_INPUT_
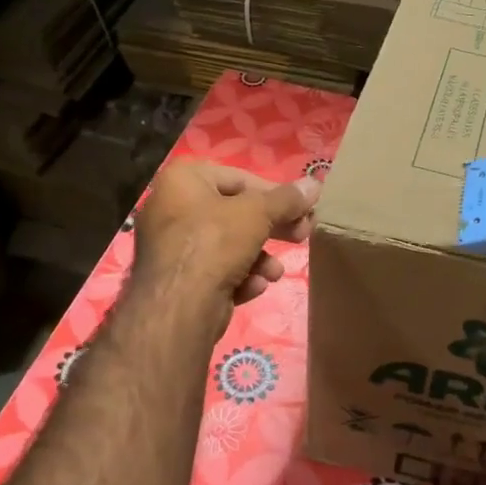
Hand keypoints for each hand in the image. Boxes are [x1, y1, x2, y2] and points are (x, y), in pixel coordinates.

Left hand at [132, 162, 319, 312]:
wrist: (178, 306)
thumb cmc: (215, 242)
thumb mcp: (258, 213)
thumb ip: (287, 199)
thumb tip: (313, 183)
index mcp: (183, 179)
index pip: (240, 178)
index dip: (276, 194)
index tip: (303, 209)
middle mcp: (172, 207)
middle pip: (236, 213)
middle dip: (271, 228)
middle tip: (301, 236)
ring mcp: (172, 246)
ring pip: (229, 245)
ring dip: (259, 259)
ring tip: (274, 273)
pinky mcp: (177, 279)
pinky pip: (216, 271)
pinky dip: (238, 277)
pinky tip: (253, 287)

_WORK ORDER_
Write out only those lines of the entries that lie between the line containing "middle pip: (236, 213)" and the last line, inclusive, reproducing them exactly.

_ANSWER SPACE_
middle pip: (236, 213)
middle dip: (271, 228)
middle tip: (301, 236)
ring mcp: (172, 246)
ring pip: (229, 245)
ring dip: (259, 259)
ring tip: (274, 273)
pinky mcp: (177, 279)
pinky pip: (216, 271)
pinky dip: (238, 277)
pinky tip: (253, 287)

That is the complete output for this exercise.